Blog Physical

Running preparation and recovery

In my post How to run faster, I started and finished the post with preparation and recovery. Injury and fatigue are the downfall of many a training plan and many runners seem to be injured, are returning from injury or are carrying an injury.

Below are some ways to help keep you on the road or trail.


Glass of water

I have previously posted about the benefits of drinking water  and seem to bang on about it a lot. It has a huge impact on your performance. Make sure you are well hydrated. Drink water throughout the day to maintain your fluids. If you are dehydrated before a run, it is likely going to be difficult and suck!


Breakfast Bowl

I will admit I don’t have the stomach to eat before a morning workout. If it is an hour or less, it does little harm, as long as I am hydrated. If you need to eat before a run, try one of the following. A small bowl of cereal or porridge with milk and a few berries. A banana, a bagel or toast with jam or peanut butter. Make sure you eat up to 30 minutes before your run. Try to leave 2-4 hours between a larger meal and a run. Test out a few different foods to see what works best for you.

Warm Up

Warming up is very easily forgotten. You have a certain mileage to do and you only have a fixed amount of time so you give it a pass. Activating cold muscles with a dynamic run or workout can quickly lead to injury. Take a few minutes to gently get your muscles warm with some toes flicks, heal flicks, high knees, long lunges, squats and sweeps.

Stretching Post Run

Again stretching after your run is easily missed, for the same reason as above. Stretching improves circulation, reduces soreness and improves blood flow aiding recovery and helps avoid injury. Put together a set of stretches that you can easily complete after every session. My post on stretching can be found here.

Foam Rolling

Foam Roller

I have had a foam roller for a year or so. As will many things, I put it to use for a month or so and then stopped. Most of the time it sits in the corner of the room and people play with it when they come to visit. As my training has stepped up and my legs have started to feel more tired, to aid my recovery I have begun to put the foam roller to use again and stop using it as an unstable tea stand. Rolling is basically self-massage and aids recovery and flexibility of muscles. It hurts like hell, but my tired legs seem to be recovering a little better.

Old Nike Air Free
An example of some tired shoes!

Having the correct running shoes is vitally important. Having the wrong type can quickly lead to injury, pain and reduced motivation. A year or so ago, during BMF sessions my Achilles tensions started to get very tight and painful, almost from the very moment the session began. I was at a loss to what it was. One session, I forgot my trainers and pulled an old pair out of my car boot. The session started and the pain in my achilles did not materialise. I had recently started to wear some lighter weight trail shoes which had less cushioning and less heal. It was the shoes that were causing my achilles pain.

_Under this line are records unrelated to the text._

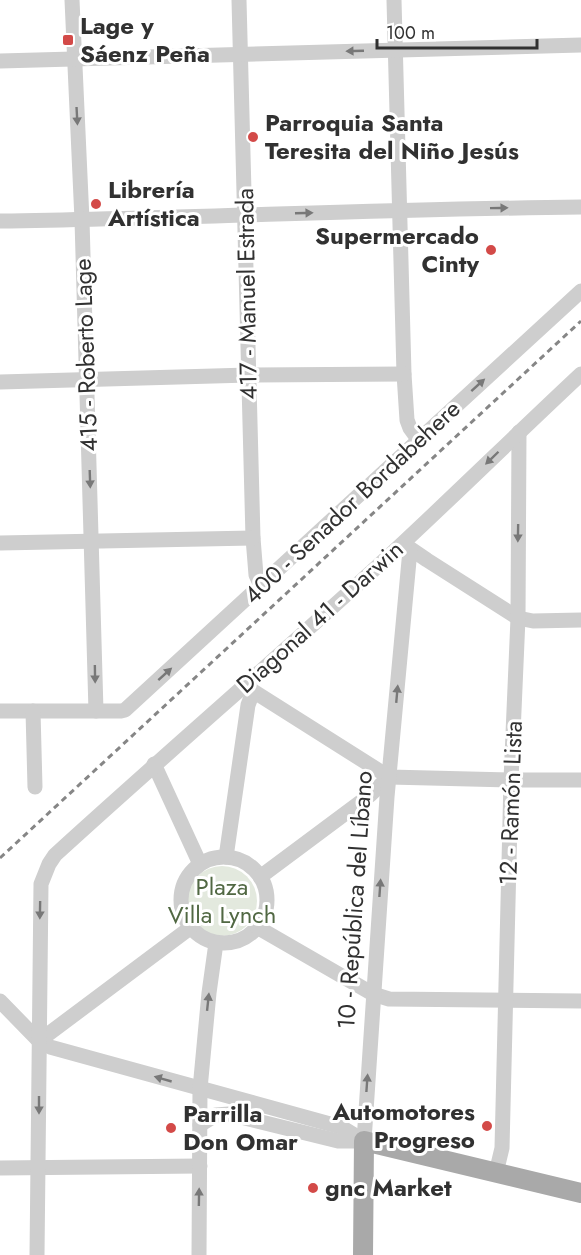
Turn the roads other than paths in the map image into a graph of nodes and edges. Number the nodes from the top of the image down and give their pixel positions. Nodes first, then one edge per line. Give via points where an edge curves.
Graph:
1 (72, 0) edge
2 (239, 0) edge
3 (394, 0) edge
4 (581, 45) edge
5 (396, 50) junction
6 (242, 55) junction
7 (74, 58) junction
8 (0, 61) edge
9 (581, 207) edge
10 (399, 209) junction
11 (245, 216) junction
12 (82, 220) junction
13 (0, 221) edge
14 (581, 291) edge
15 (404, 374) junction
16 (581, 374) edge
17 (249, 375) junction
18 (87, 380) junction
19 (0, 382) edge
20 (519, 432) junction
21 (418, 440) junction
22 (253, 538) junction
23 (92, 540) junction
24 (0, 543) edge
25 (407, 546) junction
26 (261, 586) junction
27 (518, 618) junction
28 (581, 621) edge
29 (249, 689) junction
30 (0, 711) edge
31 (33, 711) junction
32 (96, 711) junction
33 (154, 764) junction
34 (389, 777) junction
35 (511, 780) junction
36 (581, 780) edge
37 (35, 787) dead end
38 (226, 857) junction
39 (200, 864) junction
40 (260, 877) junction
41 (257, 927) junction
42 (190, 928) junction
43 (216, 943) junction
44 (373, 994) junction
45 (0, 1001) edge
46 (506, 1001) junction
47 (581, 1001) edge
48 (39, 1041) junction
49 (200, 1089) junction
50 (200, 1125) junction
51 (364, 1141) junction
52 (200, 1166) junction
53 (0, 1168) edge
54 (38, 1169) junction
55 (496, 1173) junction
56 (581, 1193) edge
57 (37, 1255) edge
58 (199, 1255) edge
59 (363, 1255) edge

1 - 7 street, 415 - Roberto Lage
2 - 6 street, 417 - Manuel Estrada
3 - 5 street
4 - 5 street
5 -> 6 street
5 - 10 street
6 - 7 street
6 - 11 street, 417 - Manuel Estrada
7 - 8 street
7 -> 12 street, 415 - Roberto Lage
10 -> 9 street
11 -> 10 street
10 - 15 street
11 - 12 street
11 - 17 street, 417 - Manuel Estrada
12 - 13 street
12 - 18 street, 415 - Roberto Lage
21 -> 14 street, 400 - Senador Bordabehere
15 - 17 street
15 - 21 street via 407,420
16 - 20 street, Diagonal 41 - Darwin
17 - 18 street
17 - 22 street, 417 - Manuel Estrada
18 - 19 street
18 -> 23 street, 415 - Roberto Lage
20 -> 25 street, Diagonal 41 - Darwin
20 -> 27 street, 12 - Ramón Lista
21 - 26 street, 400 - Senador Bordabehere
22 - 23 street
22 - 26 street, 417 - Manuel Estrada via 256,575
23 - 24 street
23 -> 32 street, 415 - Roberto Lage
25 - 27 street
25 - 29 street, Diagonal 41 - Darwin
34 -> 25 street, 10 - República del Líbano
32 -> 26 street, 400 - Senador Bordabehere via 125,710
27 - 28 street
27 - 35 street, 12 - Ramón Lista
29 - 33 street, Diagonal 41 - Darwin
29 - 34 street
29 - 38 street
30 - 31 street
31 - 32 street
31 - 37 street
33 - 39 street
33 -> 48 street, Diagonal 41 - Darwin via 49,864 41,884
34 - 35 street
34 - 40 street
44 -> 34 street, 10 - República del Líbano
35 - 36 street
35 - 46 street, 12 - Ramón Lista
38 - 39 street
38 - 40 street via 250,865
39 - 42 street via 188,875 181,893 182,913
40 - 41 street via 267,898 266,911
41 - 43 street via 241,940
41 - 44 street
42 - 43 street
42 - 48 street
49 -> 43 street
44 - 46 street via 389,999
51 -> 44 street, 10 - República del Líbano
45 - 48 street
46 - 47 street
46 - 55 street, 12 - Ramón Lista via 502,1148
49 -> 48 street
48 -> 54 street
49 - 50 street
49 - 51 street via 341,1127
50 - 51 street via 216,1115 229,1114 338,1141
50 - 52 street
51 - 55 main road
51 - 59 main road, 10 - República del Líbano
52 - 54 street
58 -> 52 street
53 - 54 street
54 - 57 street
55 - 56 main road

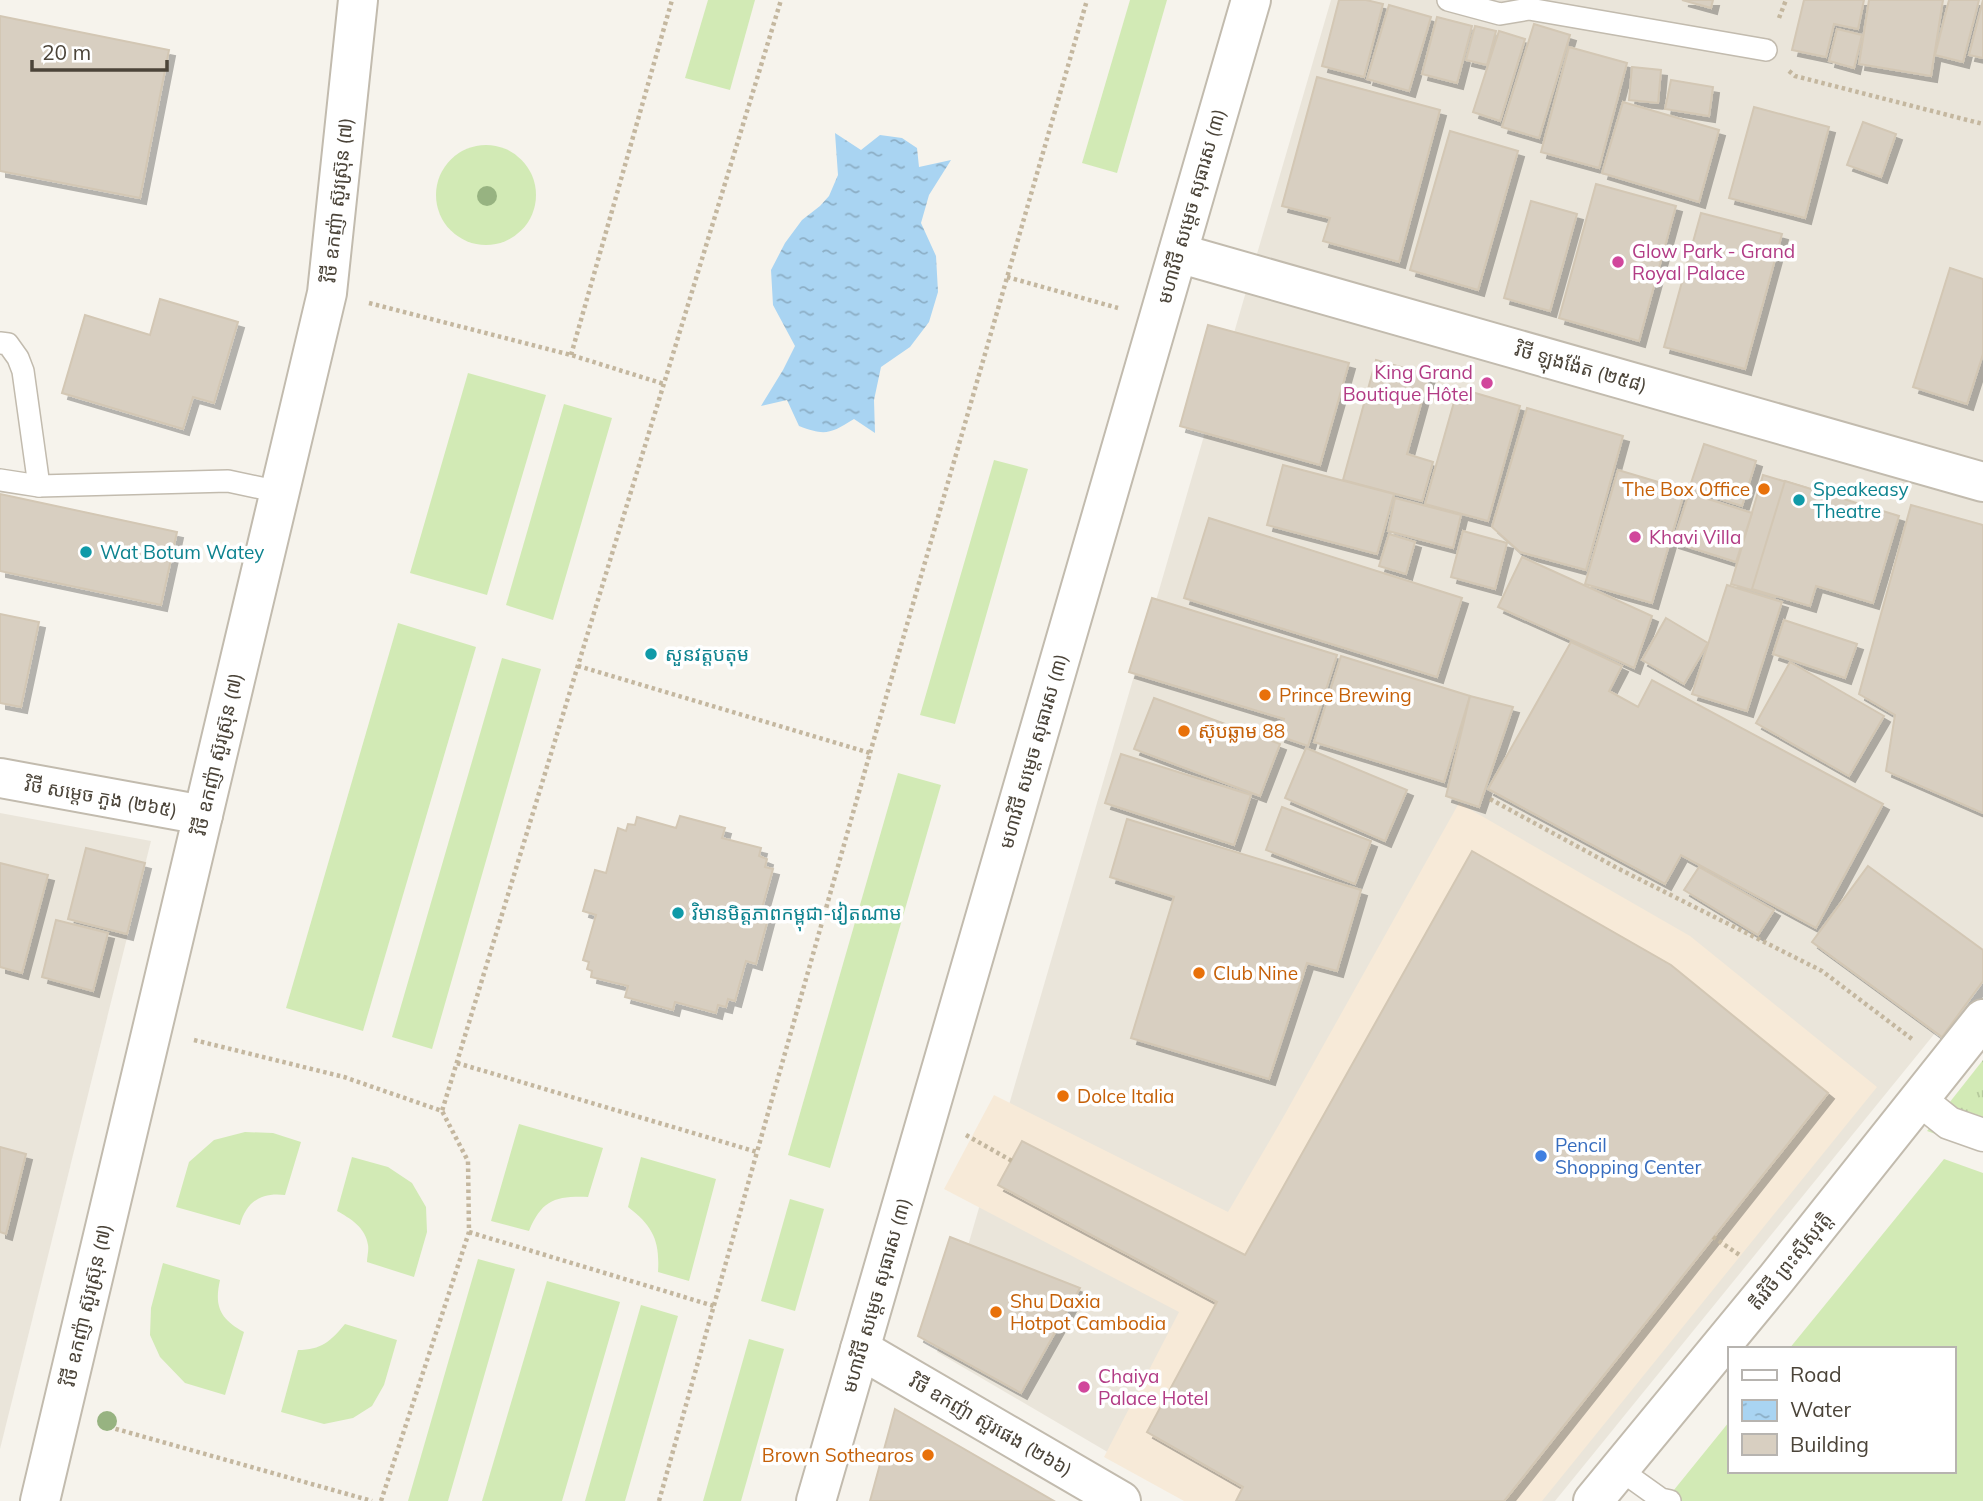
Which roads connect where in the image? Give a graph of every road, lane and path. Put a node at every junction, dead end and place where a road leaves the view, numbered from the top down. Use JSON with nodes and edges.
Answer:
{"nodes":[{"id":1,"x":358,"y":0,"type":"edge"},
{"id":2,"x":672,"y":0,"type":"edge"},
{"id":3,"x":781,"y":0,"type":"edge"},
{"id":4,"x":1087,"y":0,"type":"edge"},
{"id":5,"x":1251,"y":0,"type":"edge"},
{"id":6,"x":1448,"y":0,"type":"edge"},
{"id":7,"x":1766,"y":50,"type":"joint"},
{"id":8,"x":1983,"y":124,"type":"edge"},
{"id":9,"x":1178,"y":253,"type":"junction"},
{"id":10,"x":1007,"y":277,"type":"junction"},
{"id":11,"x":327,"y":293,"type":"junction"},
{"id":12,"x":1158,"y":320,"type":"junction"},
{"id":13,"x":0,"y":343,"type":"edge"},
{"id":14,"x":571,"y":355,"type":"junction"},
{"id":15,"x":664,"y":384,"type":"junction"},
{"id":16,"x":0,"y":480,"type":"edge"},
{"id":17,"x":1983,"y":482,"type":"edge"},
{"id":18,"x":39,"y":486,"type":"junction"},
{"id":19,"x":280,"y":492,"type":"junction"},
{"id":20,"x":578,"y":666,"type":"junction"},
{"id":21,"x":870,"y":753,"type":"junction"},
{"id":22,"x":0,"y":778,"type":"edge"},
{"id":23,"x":1490,"y":799,"type":"dead end"},
{"id":24,"x":203,"y":815,"type":"junction"},
{"id":25,"x":1983,"y":1019,"type":"edge"},
{"id":26,"x":152,"y":1029,"type":"junction"},
{"id":27,"x":457,"y":1063,"type":"junction"},
{"id":28,"x":1945,"y":1066,"type":"junction"},
{"id":29,"x":1919,"y":1099,"type":"junction"},
{"id":30,"x":442,"y":1111,"type":"junction"},
{"id":31,"x":927,"y":1119,"type":"junction"},
{"id":32,"x":1983,"y":1135,"type":"edge"},
{"id":33,"x":757,"y":1152,"type":"junction"},
{"id":34,"x":1012,"y":1161,"type":"dead end"},
{"id":35,"x":469,"y":1232,"type":"junction"},
{"id":36,"x":714,"y":1306,"type":"junction"},
{"id":37,"x":860,"y":1349,"type":"junction"},
{"id":38,"x":60,"y":1413,"type":"junction"},
{"id":39,"x":1619,"y":1469,"type":"junction"},
{"id":40,"x":40,"y":1501,"type":"edge"},
{"id":41,"x":372,"y":1501,"type":"edge"},
{"id":42,"x":380,"y":1501,"type":"edge"},
{"id":43,"x":659,"y":1501,"type":"edge"},
{"id":44,"x":816,"y":1501,"type":"edge"},
{"id":45,"x":1121,"y":1501,"type":"edge"},
{"id":46,"x":1593,"y":1501,"type":"edge"},
{"id":47,"x":1670,"y":1501,"type":"edge"}],
"edges":[{"from":1,"to":11,"type":"street","name":"វិថី ឧកញ៉ា ស៊ួរស៊្រុន (៧)"},
{"from":2,"to":14,"type":"path"},
{"from":3,"to":15,"type":"path"},
{"from":4,"to":10,"type":"path"},
{"from":5,"to":9,"type":"street","name":"មហាវិថី សម្តេច សុធារស (៣)"},
{"from":6,"to":7,"type":"lane"},
{"from":7,"to":8,"type":"path"},
{"from":9,"to":12,"type":"street","name":"មហាវិថី សម្តេច សុធារស (៣)"},
{"from":9,"to":17,"type":"street","name":"វិថី ឡុងង៉ែត (២៥៨)"},
{"from":10,"to":12,"type":"path"},
{"from":10,"to":21,"type":"path"},
{"from":11,"to":14,"type":"path"},
{"from":11,"to":19,"type":"street","name":"វិថី ឧកញ៉ា ស៊ួរស៊្រុន (៧)"},
{"from":12,"to":31,"type":"street","name":"មហាវិថី សម្តេច សុធារស (៣)"},
{"from":13,"to":18,"type":"lane"},
{"from":14,"to":15,"type":"path"},
{"from":15,"to":20,"type":"path"},
{"from":16,"to":18,"type":"lane"},
{"from":18,"to":19,"type":"lane"},
{"from":19,"to":24,"type":"street","name":"វិថី ឧកញ៉ា ស៊ួរស៊្រុន (៧)"},
{"from":20,"to":21,"type":"path"},
{"from":20,"to":27,"type":"path"},
{"from":21,"to":33,"type":"path"},
{"from":22,"to":24,"type":"street","name":"វិថី សម្តេច ភួង (២៦៥)"},
{"from":23,"to":28,"type":"path"},
{"from":24,"to":26,"type":"street","name":"វិថី ឧកញ៉ា ស៊ួរស៊្រុន (៧)"},
{"from":25,"to":28,"type":"street","name":"តីរវិថី ព្រះស៊ីសុវត្តិ"},
{"from":26,"to":30,"type":"path"},
{"from":26,"to":38,"type":"street","name":"វិថី ឧកញ៉ា ស៊ួរស៊្រុន (៧)"},
{"from":27,"to":30,"type":"path"},
{"from":27,"to":33,"type":"path"},
{"from":28,"to":29,"type":"street","name":"តីរវិថី ព្រះស៊ីសុវត្តិ"},
{"from":29,"to":32,"type":"street"},
{"from":29,"to":39,"type":"street","name":"តីរវិថី ព្រះស៊ីសុវត្តិ"},
{"from":30,"to":35,"type":"path"},
{"from":31,"to":34,"type":"path"},
{"from":31,"to":37,"type":"street","name":"មហាវិថី សម្តេច សុធារស (៣)"},
{"from":33,"to":36,"type":"path"},
{"from":35,"to":36,"type":"path"},
{"from":35,"to":42,"type":"path"},
{"from":36,"to":43,"type":"path"},
{"from":37,"to":44,"type":"street","name":"មហាវិថី សម្តេច សុធារស (៣)"},
{"from":37,"to":45,"type":"street","name":"វិថី ឧកញ៉ា ស៊ួរផេង (២៦៦)"},
{"from":38,"to":40,"type":"street","name":"វិថី ឧកញ៉ា ស៊ួរស៊្រុន (៧)"},
{"from":38,"to":41,"type":"path"},
{"from":39,"to":46,"type":"street","name":"តីរវិថី ព្រះស៊ីសុវត្តិ"},
{"from":39,"to":47,"type":"lane"}]}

This link gives a basic explanation of different types of running shoes. Good running shops will do a gait analysis and be able to help you further.

If your running shoes are obviously worn. Get a new pair. Old shoes can cause injury. It is recommended (by shoe manufacturers) to change your shoes every 450 -550 miles. Keeping a training log helps track this.


Rest is just as important as the training. If you keep building up the load and your legs and body are not recovering, it can lead to injury. Though it’s not always practically possible, try and rest your legs after a run and keep them raised for as long as possible (within reason).


Epsom Salts in a bath helps relieve sore muscles. The magnesium in the salts reduces inflammation and aids nerve and muscle function. Taking a bath itself eases stress and provides some downtime. The magnesium in the salts also aids a good night’s sleep…..


Get those all-important ZZZZZZs. Your body needs time to recover and the best way to do this is get good sleep. Sleep is where the magic happens in the body when growth hormone is released and muscle repair occurs. Try and get 7-8 hours of good sleep a night. If you want more tips on sleep try here and here.

Slow Down

Though this is not prep or recovery, it is vitally important. You do not have to be changing around at top speed all the time. If your plan says interval session and you are not feeling up to it. Swap your plan around and do a slow 3 miler. Sometimes you just need to shake your legs out and go and enjoy a run.